The late Manning Marable’s magnum opus, titled “Malcolm X: A Life of Reinvention,” is an extensive new work about the life of Black American Muslim human rights icon Malcolm X. It is a mixture of new information, repetition of the familiar and hypotheses stated as facts.

Marable’s most prominent life work begins by laying a historical foundation into the socio-political environment in which Malcolm X was born, as well as providing a fairly thorough overview of the immediate family backgrounds of his parents. As the book flows from the narrative of Malcolm’s Garveyite parents giving birth to him to the death of his father and subsequent mental breakdown of his mother, Marable slides into the realm of irrelevant postulates in the name of humanizing him.
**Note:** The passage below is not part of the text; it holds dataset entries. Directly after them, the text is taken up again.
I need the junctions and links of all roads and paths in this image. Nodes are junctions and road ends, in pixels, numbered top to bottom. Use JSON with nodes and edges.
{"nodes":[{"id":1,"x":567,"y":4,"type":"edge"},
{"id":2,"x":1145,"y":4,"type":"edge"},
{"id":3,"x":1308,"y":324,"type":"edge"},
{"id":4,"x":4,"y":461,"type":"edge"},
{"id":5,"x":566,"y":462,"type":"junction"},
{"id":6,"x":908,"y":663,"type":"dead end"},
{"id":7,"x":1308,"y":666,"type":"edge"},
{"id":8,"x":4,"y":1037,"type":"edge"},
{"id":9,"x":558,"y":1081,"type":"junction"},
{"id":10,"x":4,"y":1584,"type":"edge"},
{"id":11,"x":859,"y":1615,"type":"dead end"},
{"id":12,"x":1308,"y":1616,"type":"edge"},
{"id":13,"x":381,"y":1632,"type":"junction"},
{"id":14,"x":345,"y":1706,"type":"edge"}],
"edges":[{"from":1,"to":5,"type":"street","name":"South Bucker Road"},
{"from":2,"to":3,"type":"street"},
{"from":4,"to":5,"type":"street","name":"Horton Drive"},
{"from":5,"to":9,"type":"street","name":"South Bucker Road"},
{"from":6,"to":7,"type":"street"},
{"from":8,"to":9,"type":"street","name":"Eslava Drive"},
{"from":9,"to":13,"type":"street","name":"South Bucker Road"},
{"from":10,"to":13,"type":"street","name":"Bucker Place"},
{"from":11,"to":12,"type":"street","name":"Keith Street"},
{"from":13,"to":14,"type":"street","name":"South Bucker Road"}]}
He states Malcolm embellished his criminal background as “Detroit Red,” yet simultaneously provides the breadth of his criminal deviance. He also writes Malcolm most likely had a homosexual relationship with a white male friend, then states such as fact. This brings into question other conclusions Marable makes in the book that may merely be assumptions.

The strength of this work resides in the narrative provided of Malcolm X’s evolutionary journey, from embracing the Honorable Elijah Muhammad’s program within the Nation of Islam to his expanded worldview, which was the cultivation of the seed planted by his Garveyite parents and brought into fruition by his embrace of universal Islam.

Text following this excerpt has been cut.